_EXERCISE DETAILS_: Leave out the images and repeat every entry below exactly.

----- INFORMATION SHOWN

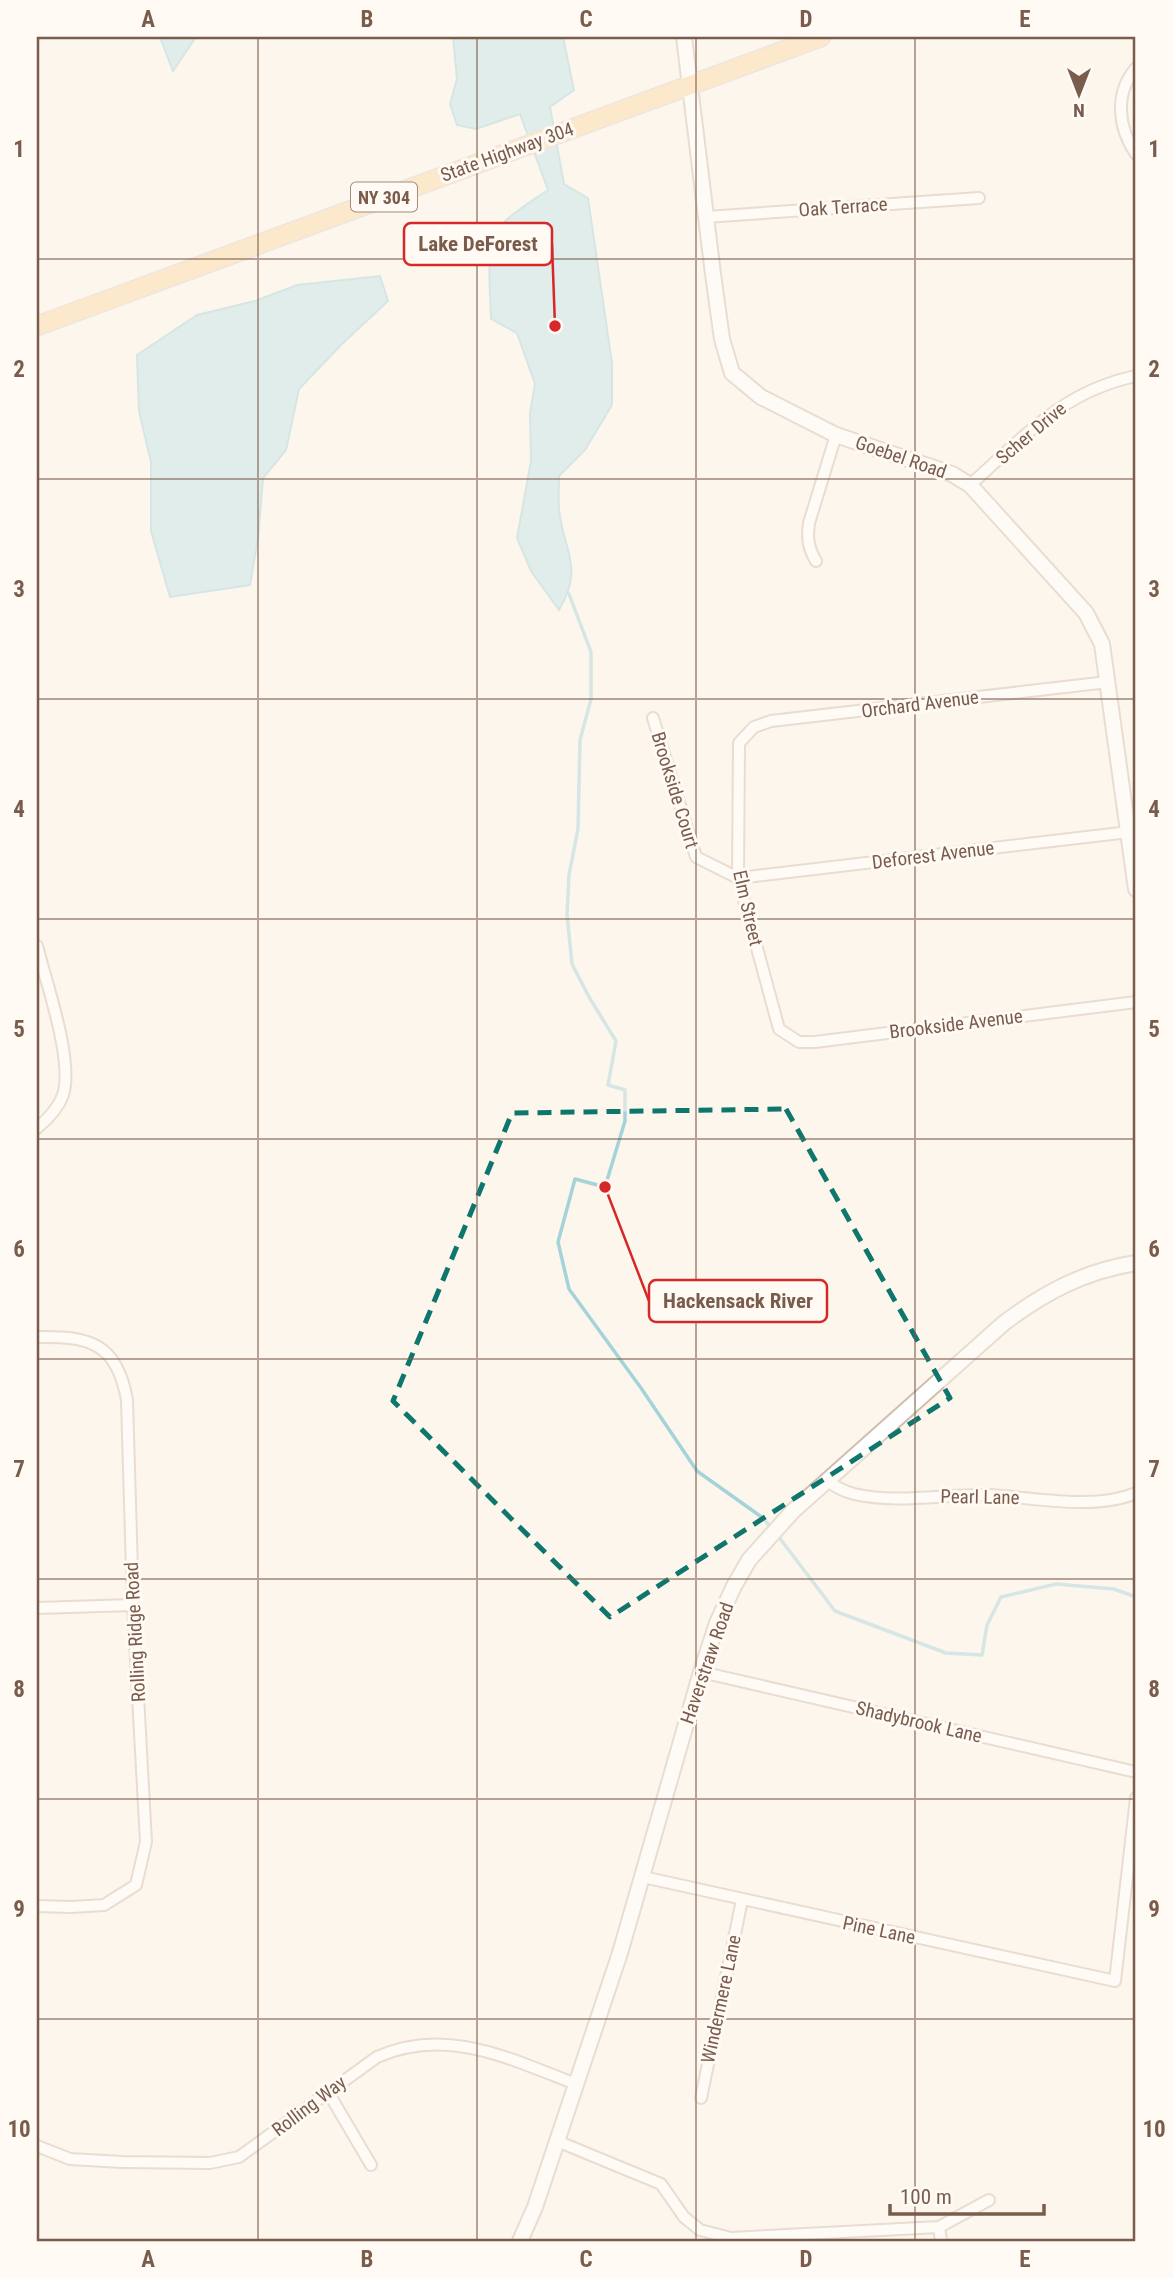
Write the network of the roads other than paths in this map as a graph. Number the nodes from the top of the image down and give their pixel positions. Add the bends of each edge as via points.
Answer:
1 (684, 37) edge
2 (821, 37) edge
3 (1136, 68) edge
4 (690, 85) junction
5 (1136, 154) edge
6 (979, 198) dead end
7 (706, 217) junction
8 (37, 326) edge
9 (1136, 376) edge
10 (836, 435) junction
11 (970, 485) junction
12 (816, 561) dead end
13 (1108, 682) junction
14 (653, 718) dead end
15 (739, 743) joint
16 (1129, 832) junction
17 (738, 878) junction
18 (1136, 889) edge
19 (37, 946) edge
20 (1136, 1002) edge
21 (779, 1029) joint
22 (37, 1128) edge
23 (1136, 1263) edge
24 (37, 1337) edge
25 (826, 1480) junction
26 (1136, 1493) edge
27 (134, 1605) junction
28 (37, 1608) edge
29 (701, 1672) junction
30 (1136, 1772) edge
31 (1136, 1798) edge
32 (643, 1877) junction
33 (742, 1900) junction
34 (37, 1906) edge
35 (576, 2084) junction
36 (328, 2092) junction
37 (701, 2098) dead end
38 (557, 2141) junction
39 (37, 2146) edge
40 (371, 2165) dead end
41 (989, 2200) dead end
42 (939, 2227) junction
43 (520, 2241) edge
44 (941, 2241) edge

1 - 4 street, Goebel Road
2 - 4 main road, State Highway 304 / NY 304
3 - 5 street via 1121,101 1122,129
4 - 7 street, Goebel Road
4 - 8 main road, State Highway 304 / NY 304
6 - 7 street, Oak Terrace
7 - 10 street, Goebel Road via 722,339 732,373 761,397
9 - 11 street, Scher Drive via 1108,382 1053,411
10 - 11 street, Goebel Road via 952,474
10 - 12 street via 809,523 809,550
11 - 13 street, Goebel Road via 1086,613 1101,643
13 - 15 street, Orchard Avenue via 771,721 754,727
13 - 16 street, Goebel Road
14 - 17 street, Brookside Court via 696,857
15 - 17 street, Elm Street
16 - 17 street, Deforest Avenue
16 - 18 street, Goebel Road
17 - 21 street, Elm Street
19 - 22 street via 64,1055 65,1079 58,1106
20 - 21 street, Brookside Avenue via 815,1042 799,1042
23 - 25 street, Haverstraw Road via 1095,1272 1032,1303
24 - 27 street, Rolling Ridge Road via 86,1341 109,1353 122,1375 127,1399
25 - 26 street, Pearl Lane via 856,1494 893,1497 986,1495 1099,1501
25 - 29 street, Haverstraw Road via 749,1560 723,1611
27 - 28 street
27 - 34 street, Rolling Ridge Road via 146,1842 136,1885 104,1905
29 - 30 street, Shadybrook Lane
29 - 32 street, Haverstraw Road
31 - 33 street, Pine Lane via 1115,1981
32 - 33 street, Pine Lane
32 - 35 street, Haverstraw Road
33 - 37 street, Windermere Lane
35 - 36 street, Rolling Way via 489,2051 444,2043 399,2047
35 - 38 street, Haverstraw Road
36 - 39 street, Rolling Way via 239,2157 211,2163 70,2159
36 - 40 street
38 - 42 street via 661,2184 684,2217 700,2230 731,2238
38 - 43 street, Haverstraw Road
41 - 42 street
42 - 44 street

----------

_FINISHED TASK_:
Write the network of the roads other than paths in this map as a graph. Number the nodes from the top of the image down and give their pixel positions. Add the bends of each edge as via points.
Answer:
1 (684, 37) edge
2 (821, 37) edge
3 (1136, 68) edge
4 (690, 85) junction
5 (1136, 154) edge
6 (979, 198) dead end
7 (706, 217) junction
8 (37, 326) edge
9 (1136, 376) edge
10 (836, 435) junction
11 (970, 485) junction
12 (816, 561) dead end
13 (1108, 682) junction
14 (653, 718) dead end
15 (739, 743) joint
16 (1129, 832) junction
17 (738, 878) junction
18 (1136, 889) edge
19 (37, 946) edge
20 (1136, 1002) edge
21 (779, 1029) joint
22 (37, 1128) edge
23 (1136, 1263) edge
24 (37, 1337) edge
25 (826, 1480) junction
26 (1136, 1493) edge
27 (134, 1605) junction
28 (37, 1608) edge
29 (701, 1672) junction
30 (1136, 1772) edge
31 (1136, 1798) edge
32 (643, 1877) junction
33 (742, 1900) junction
34 (37, 1906) edge
35 (576, 2084) junction
36 (328, 2092) junction
37 (701, 2098) dead end
38 (557, 2141) junction
39 (37, 2146) edge
40 (371, 2165) dead end
41 (989, 2200) dead end
42 (939, 2227) junction
43 (520, 2241) edge
44 (941, 2241) edge

1 - 4 street, Goebel Road
2 - 4 main road, State Highway 304 / NY 304
3 - 5 street via 1121,101 1122,129
4 - 7 street, Goebel Road
4 - 8 main road, State Highway 304 / NY 304
6 - 7 street, Oak Terrace
7 - 10 street, Goebel Road via 722,339 732,373 761,397
9 - 11 street, Scher Drive via 1108,382 1053,411
10 - 11 street, Goebel Road via 952,474
10 - 12 street via 809,523 809,550
11 - 13 street, Goebel Road via 1086,613 1101,643
13 - 15 street, Orchard Avenue via 771,721 754,727
13 - 16 street, Goebel Road
14 - 17 street, Brookside Court via 696,857
15 - 17 street, Elm Street
16 - 17 street, Deforest Avenue
16 - 18 street, Goebel Road
17 - 21 street, Elm Street
19 - 22 street via 64,1055 65,1079 58,1106
20 - 21 street, Brookside Avenue via 815,1042 799,1042
23 - 25 street, Haverstraw Road via 1095,1272 1032,1303
24 - 27 street, Rolling Ridge Road via 86,1341 109,1353 122,1375 127,1399
25 - 26 street, Pearl Lane via 856,1494 893,1497 986,1495 1099,1501
25 - 29 street, Haverstraw Road via 749,1560 723,1611
27 - 28 street
27 - 34 street, Rolling Ridge Road via 146,1842 136,1885 104,1905
29 - 30 street, Shadybrook Lane
29 - 32 street, Haverstraw Road
31 - 33 street, Pine Lane via 1115,1981
32 - 33 street, Pine Lane
32 - 35 street, Haverstraw Road
33 - 37 street, Windermere Lane
35 - 36 street, Rolling Way via 489,2051 444,2043 399,2047
35 - 38 street, Haverstraw Road
36 - 39 street, Rolling Way via 239,2157 211,2163 70,2159
36 - 40 street
38 - 42 street via 661,2184 684,2217 700,2230 731,2238
38 - 43 street, Haverstraw Road
41 - 42 street
42 - 44 street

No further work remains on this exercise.